The point here is that it was always there.

Latent in the problem from the beginning.

And it’s present whether designed for or not.

The physical egg timer didn’t encounter most of it because a mechanical object can refuse to encounter conditions it wasn’t built for.

Software cannot refuse in the same way.

The moment you place time-bounded behavior in a computational medium, the full state space exists whether you have drawn it or not.

The states designers mark as edge cases are not at the edges.

They are the system operating under conditions other than the ideal one.

Which is to say, most of the time.

Design practice has long organized itself around the ideal flow.

It’s not necessarily laziness, but it is a sequencing problem that the vocabulary of the discipline reinforces.

Call something an edge case and you have already decided that it comes later.

Later in most projects means never.

But software fluidity is the thing underneath the happy path.

The system is always in motion.

It transitions between states. It runs in conditions it wasn’t designed for.

It crosses process boundaries.

It fails.

And every one of those conditions designed for or not produces an experience.

The egg timer just made that visible.

Now, acknowledging this is not enough.

The disposition has to change before the deliverable does.

Which means we have to change the questions asked at the start of design work.

Not at the end of it.

So what can be done here?

Let’s talk about some solutions.

Starting from states, not screens, is important.

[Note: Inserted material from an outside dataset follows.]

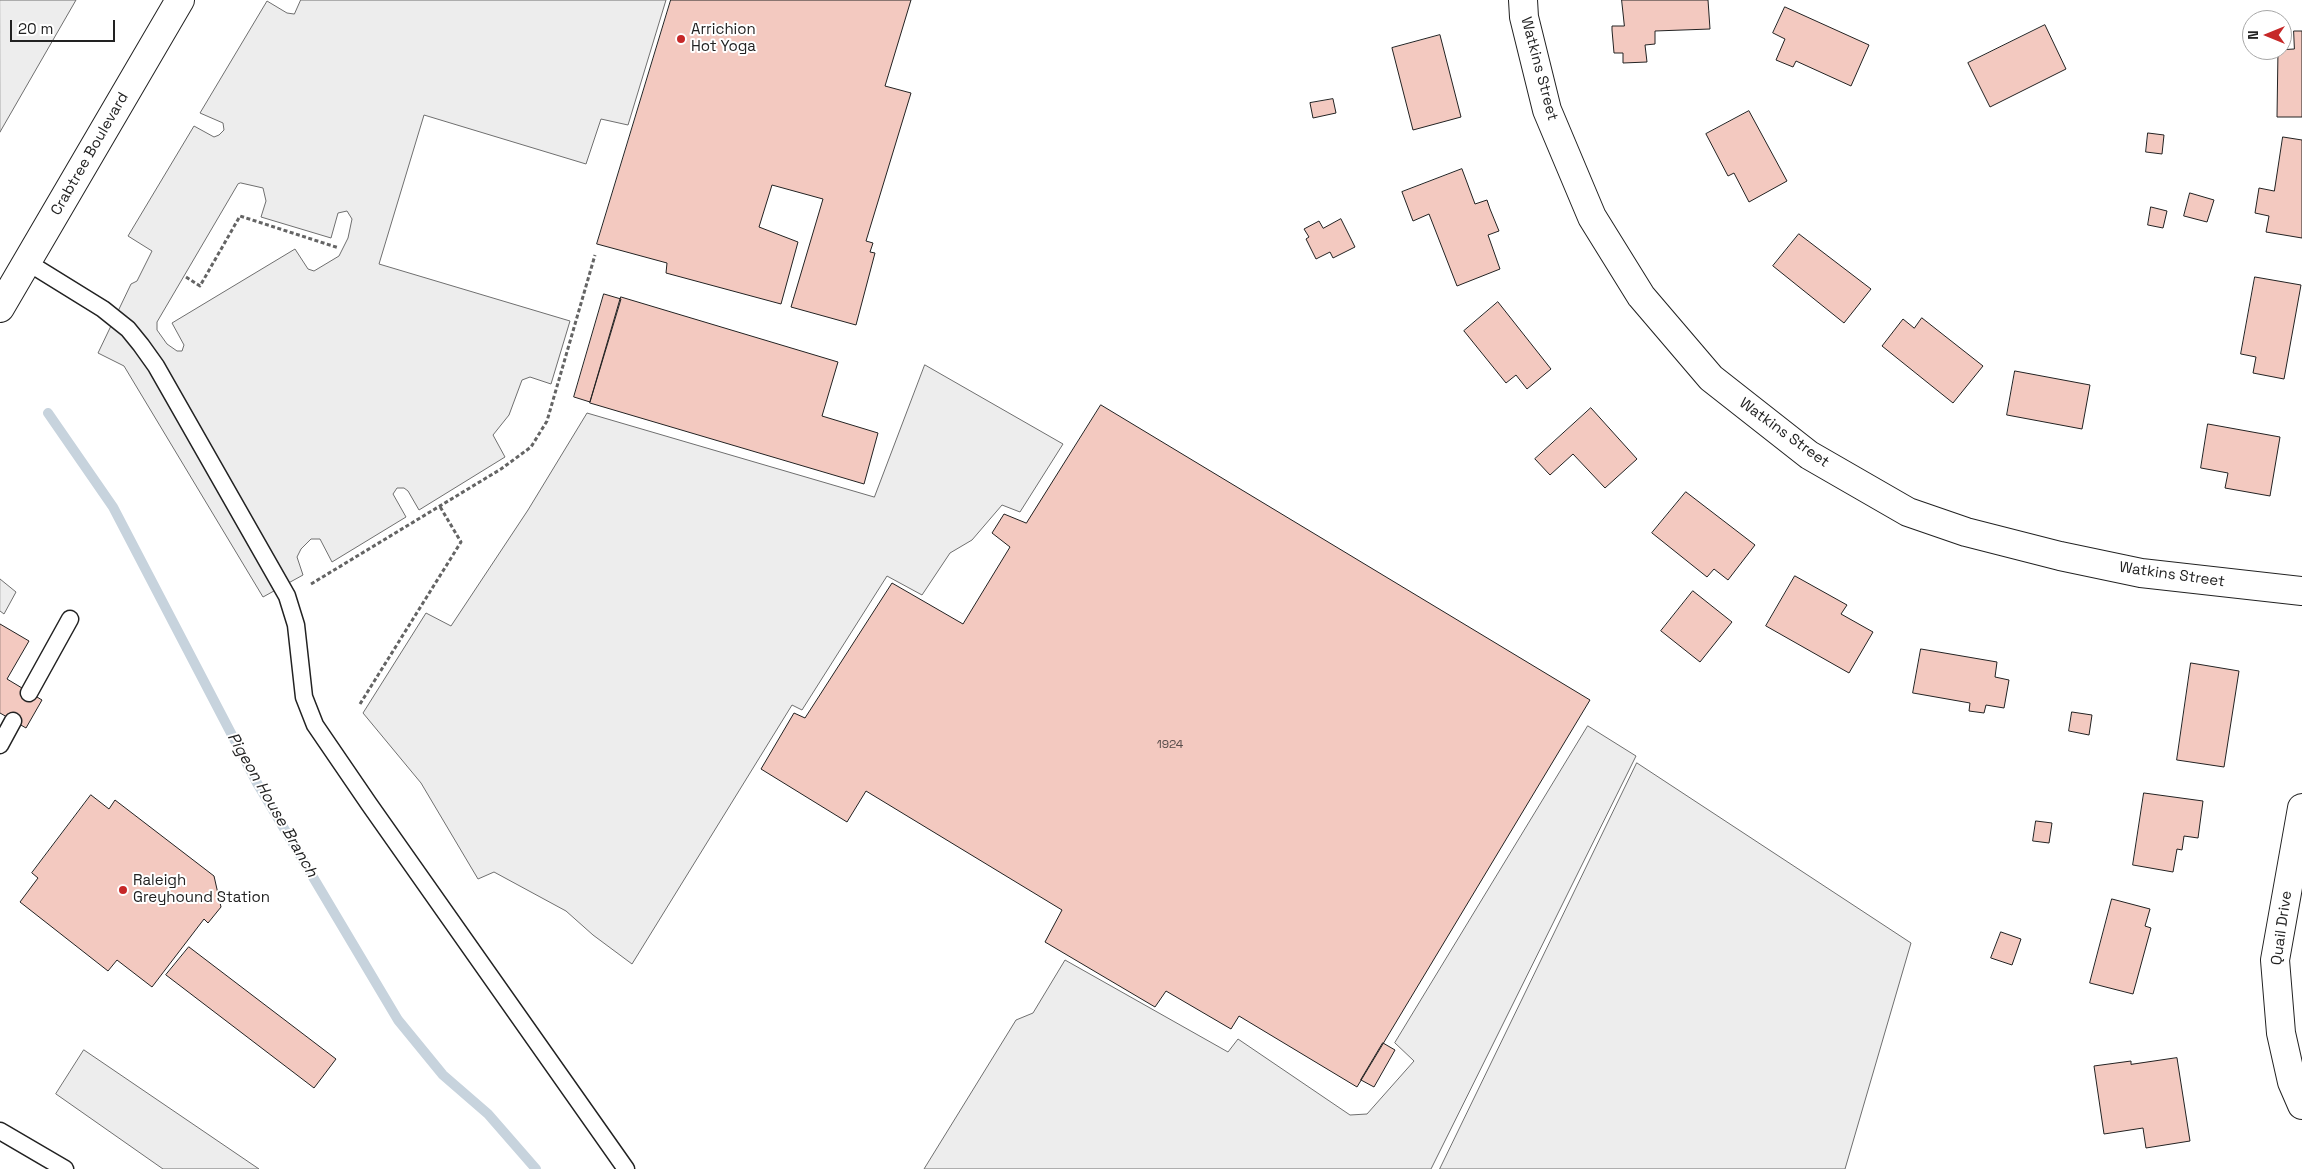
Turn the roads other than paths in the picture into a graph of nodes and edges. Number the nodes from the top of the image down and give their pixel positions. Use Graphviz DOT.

Before any visual decision is made, we have to map what the system can be.

Every state, every condition that transitions between them, every state the system enters when input is unexpected or context changes.

This is not a flow diagram exactly.

A flow diagram shows the happy path with branches.

A state map shows the full graph, including states that have no natural place in a linear sequence.

The design work is giving every node in that graph a considered deliberate form.

Another useful thing is to rename edge cases.

The word here is doing damage.

What the industry calls an edge case is almost always a real case.

Which is a condition real users encounter under real circumstances.

A name change is not cosmetic here.

Calling them alternate states or simply states changes where they appear in the sequence of design work.

They move from the residue phase into the structural phase where the decisions that shape them are actually available.

We can also design the re-entry, not just the flow.

Most design deliverables specify what the system looks like when the user is actively progressing through an intended sequence.

Almost none specify what the user sees when they return mid-session.

Or resume after interruption. Or even arrive at a screen through an unexpected route.

These states are often the first thing a real user encounters.

They should be first-class design objects, not inferences left to implementation.

Also, how about testing by leaving the path deliberately?

Once a design is at any level of fidelity, the most productive thing a designer can do is attempt to break it.

Not to find bugs, but to find undesigned states.

Pausing halfway through. Entering nothing. Or entering the wrong thing.

Switching away and coming back.

Force the completion state while looking elsewhere.

Every blank or undefined response to one of these actions is a state that exists in the system without a design.

Finally, and probably the most important one, is treating error states as primary UI.

An error message is not a warning label appended to a working interface.

It is the interface at that moment.

It requires the same specificity as any other state.

What condition does it name?

What does it tell the user about what happened?

And what transition does it open?

Again, something went wrong is a state with no exit.

Which is by any measure the worst possible design.

The nice thing with all this that none of it requires new tools.

The tools available for designers are adequate for this work.

And now with generation, they might be even easier if someone thought about them before.

What is required is that state thinking precedes surface thinking.

That the question what can this system be comes before the question of what should this look like.

The sequence is not a minor adjustment.

It is the difference between designing a system and decorating one.